Et encore bravo pour la promotion de notre langue ! Je n'imaginais pas que la Région pût, en ce domaine, faire plus mal qu'un État qui, dans le sillage des Pécresse et des Kouchner, pour m'en prendre aux saints plutôt qu'à Dieu, me semblait avoir mis la barre très bas. Il faut croire que l'on pouvait encore ramper, la preuve !

Je ne prévois que trop ce que l'on va m'objecter. Que le concept est international, que l'expression n'a pas sa pareille en français, qu'une traduction littérale (« centre d'apprentissage ») ne rendrait en rien compte de l'originalité de l'entreprise.
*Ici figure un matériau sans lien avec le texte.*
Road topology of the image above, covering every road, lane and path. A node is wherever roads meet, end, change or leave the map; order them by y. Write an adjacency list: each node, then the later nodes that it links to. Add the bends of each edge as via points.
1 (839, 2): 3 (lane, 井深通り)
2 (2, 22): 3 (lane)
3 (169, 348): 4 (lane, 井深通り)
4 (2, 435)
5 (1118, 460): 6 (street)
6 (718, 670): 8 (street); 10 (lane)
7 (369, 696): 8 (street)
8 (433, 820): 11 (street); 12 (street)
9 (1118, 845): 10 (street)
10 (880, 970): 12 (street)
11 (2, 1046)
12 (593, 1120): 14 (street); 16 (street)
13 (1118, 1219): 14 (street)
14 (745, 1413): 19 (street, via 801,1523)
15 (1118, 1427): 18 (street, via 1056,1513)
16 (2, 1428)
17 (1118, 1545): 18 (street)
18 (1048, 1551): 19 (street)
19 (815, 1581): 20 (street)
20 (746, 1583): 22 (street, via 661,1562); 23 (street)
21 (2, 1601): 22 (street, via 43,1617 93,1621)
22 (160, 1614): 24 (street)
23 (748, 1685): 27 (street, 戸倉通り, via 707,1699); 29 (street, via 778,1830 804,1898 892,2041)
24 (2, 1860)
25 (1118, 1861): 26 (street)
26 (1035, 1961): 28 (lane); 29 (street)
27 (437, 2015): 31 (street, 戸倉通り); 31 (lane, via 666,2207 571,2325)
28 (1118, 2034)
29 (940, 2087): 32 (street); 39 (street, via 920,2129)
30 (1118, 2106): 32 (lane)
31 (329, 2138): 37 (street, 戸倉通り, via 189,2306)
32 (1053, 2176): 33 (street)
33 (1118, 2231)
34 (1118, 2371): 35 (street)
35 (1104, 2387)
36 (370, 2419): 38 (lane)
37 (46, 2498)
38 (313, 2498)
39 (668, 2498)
Parce qu'en anglais, sans doute, l'expression est originale ? Quant aux commissions de terminologie, elles ont donc été créées pour les chiens ? Ont-elles seulement, pour l'occasion, été consultées ?

Notre langue, celle de Voltaire et de Zola, celle dont Rivarol chantait l'universalité, celle dans laquelle ont été rédigés les droits de l'homme, est-elle si pauvre, si arriérée, si atrophiée qu'elle ne puisse trouver d'équivalent à une formule qui fleure moins la culture que le magasin de bricolage du coin ?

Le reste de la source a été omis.